Available records:
Content starts
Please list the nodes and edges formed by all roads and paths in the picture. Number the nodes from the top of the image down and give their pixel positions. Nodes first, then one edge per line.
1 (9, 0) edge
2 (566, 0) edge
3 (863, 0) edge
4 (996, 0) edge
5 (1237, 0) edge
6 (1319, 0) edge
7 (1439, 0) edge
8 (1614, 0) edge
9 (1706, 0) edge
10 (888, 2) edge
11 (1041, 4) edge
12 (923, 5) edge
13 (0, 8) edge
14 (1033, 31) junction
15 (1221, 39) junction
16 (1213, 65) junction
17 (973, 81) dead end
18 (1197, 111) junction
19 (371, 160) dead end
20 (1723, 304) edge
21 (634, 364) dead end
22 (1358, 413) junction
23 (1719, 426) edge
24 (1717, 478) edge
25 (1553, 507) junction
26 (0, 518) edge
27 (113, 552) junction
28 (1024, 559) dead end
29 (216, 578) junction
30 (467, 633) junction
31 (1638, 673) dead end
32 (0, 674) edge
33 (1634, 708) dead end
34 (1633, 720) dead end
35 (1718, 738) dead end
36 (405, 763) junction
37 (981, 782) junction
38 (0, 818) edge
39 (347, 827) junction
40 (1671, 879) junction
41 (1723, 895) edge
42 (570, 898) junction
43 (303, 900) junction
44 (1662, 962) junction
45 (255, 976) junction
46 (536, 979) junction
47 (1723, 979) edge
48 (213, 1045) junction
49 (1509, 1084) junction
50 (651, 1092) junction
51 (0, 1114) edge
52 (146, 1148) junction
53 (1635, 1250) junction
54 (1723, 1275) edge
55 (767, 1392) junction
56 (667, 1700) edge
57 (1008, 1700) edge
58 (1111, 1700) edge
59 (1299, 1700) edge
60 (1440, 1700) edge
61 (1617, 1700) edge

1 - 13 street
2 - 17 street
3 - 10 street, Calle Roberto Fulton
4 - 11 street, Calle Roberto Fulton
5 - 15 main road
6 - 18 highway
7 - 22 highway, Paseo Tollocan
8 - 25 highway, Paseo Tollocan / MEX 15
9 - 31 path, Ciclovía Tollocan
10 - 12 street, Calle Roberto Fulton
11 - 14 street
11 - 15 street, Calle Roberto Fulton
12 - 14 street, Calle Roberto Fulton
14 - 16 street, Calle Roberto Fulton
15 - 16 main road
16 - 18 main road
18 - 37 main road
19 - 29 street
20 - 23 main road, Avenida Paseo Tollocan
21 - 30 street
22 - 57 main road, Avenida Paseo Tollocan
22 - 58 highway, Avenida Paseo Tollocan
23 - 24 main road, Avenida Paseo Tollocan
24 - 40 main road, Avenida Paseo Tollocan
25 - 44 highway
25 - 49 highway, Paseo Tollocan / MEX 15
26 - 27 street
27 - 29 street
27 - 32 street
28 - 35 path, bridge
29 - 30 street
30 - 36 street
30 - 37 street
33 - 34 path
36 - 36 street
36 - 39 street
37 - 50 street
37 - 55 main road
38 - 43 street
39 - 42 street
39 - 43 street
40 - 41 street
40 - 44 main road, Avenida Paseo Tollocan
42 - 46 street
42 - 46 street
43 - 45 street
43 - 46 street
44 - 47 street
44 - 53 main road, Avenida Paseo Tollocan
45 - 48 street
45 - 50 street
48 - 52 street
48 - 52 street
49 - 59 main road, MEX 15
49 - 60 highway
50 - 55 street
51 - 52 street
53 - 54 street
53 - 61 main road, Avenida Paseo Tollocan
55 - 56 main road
Content ends
Work to be completed: Could you restate every record above word for word?

Response to this exercise:
Please list the nodes and edges formed by all roads and paths in the picture. Number the nodes from the top of the image down and give their pixel positions. Nodes first, then one edge per line.
1 (9, 0) edge
2 (566, 0) edge
3 (863, 0) edge
4 (996, 0) edge
5 (1237, 0) edge
6 (1319, 0) edge
7 (1439, 0) edge
8 (1614, 0) edge
9 (1706, 0) edge
10 (888, 2) edge
11 (1041, 4) edge
12 (923, 5) edge
13 (0, 8) edge
14 (1033, 31) junction
15 (1221, 39) junction
16 (1213, 65) junction
17 (973, 81) dead end
18 (1197, 111) junction
19 (371, 160) dead end
20 (1723, 304) edge
21 (634, 364) dead end
22 (1358, 413) junction
23 (1719, 426) edge
24 (1717, 478) edge
25 (1553, 507) junction
26 (0, 518) edge
27 (113, 552) junction
28 (1024, 559) dead end
29 (216, 578) junction
30 (467, 633) junction
31 (1638, 673) dead end
32 (0, 674) edge
33 (1634, 708) dead end
34 (1633, 720) dead end
35 (1718, 738) dead end
36 (405, 763) junction
37 (981, 782) junction
38 (0, 818) edge
39 (347, 827) junction
40 (1671, 879) junction
41 (1723, 895) edge
42 (570, 898) junction
43 (303, 900) junction
44 (1662, 962) junction
45 (255, 976) junction
46 (536, 979) junction
47 (1723, 979) edge
48 (213, 1045) junction
49 (1509, 1084) junction
50 (651, 1092) junction
51 (0, 1114) edge
52 (146, 1148) junction
53 (1635, 1250) junction
54 (1723, 1275) edge
55 (767, 1392) junction
56 (667, 1700) edge
57 (1008, 1700) edge
58 (1111, 1700) edge
59 (1299, 1700) edge
60 (1440, 1700) edge
61 (1617, 1700) edge

1 - 13 street
2 - 17 street
3 - 10 street, Calle Roberto Fulton
4 - 11 street, Calle Roberto Fulton
5 - 15 main road
6 - 18 highway
7 - 22 highway, Paseo Tollocan
8 - 25 highway, Paseo Tollocan / MEX 15
9 - 31 path, Ciclovía Tollocan
10 - 12 street, Calle Roberto Fulton
11 - 14 street
11 - 15 street, Calle Roberto Fulton
12 - 14 street, Calle Roberto Fulton
14 - 16 street, Calle Roberto Fulton
15 - 16 main road
16 - 18 main road
18 - 37 main road
19 - 29 street
20 - 23 main road, Avenida Paseo Tollocan
21 - 30 street
22 - 57 main road, Avenida Paseo Tollocan
22 - 58 highway, Avenida Paseo Tollocan
23 - 24 main road, Avenida Paseo Tollocan
24 - 40 main road, Avenida Paseo Tollocan
25 - 44 highway
25 - 49 highway, Paseo Tollocan / MEX 15
26 - 27 street
27 - 29 street
27 - 32 street
28 - 35 path, bridge
29 - 30 street
30 - 36 street
30 - 37 street
33 - 34 path
36 - 36 street
36 - 39 street
37 - 50 street
37 - 55 main road
38 - 43 street
39 - 42 street
39 - 43 street
40 - 41 street
40 - 44 main road, Avenida Paseo Tollocan
42 - 46 street
42 - 46 street
43 - 45 street
43 - 46 street
44 - 47 street
44 - 53 main road, Avenida Paseo Tollocan
45 - 48 street
45 - 50 street
48 - 52 street
48 - 52 street
49 - 59 main road, MEX 15
49 - 60 highway
50 - 55 street
51 - 52 street
53 - 54 street
53 - 61 main road, Avenida Paseo Tollocan
55 - 56 main road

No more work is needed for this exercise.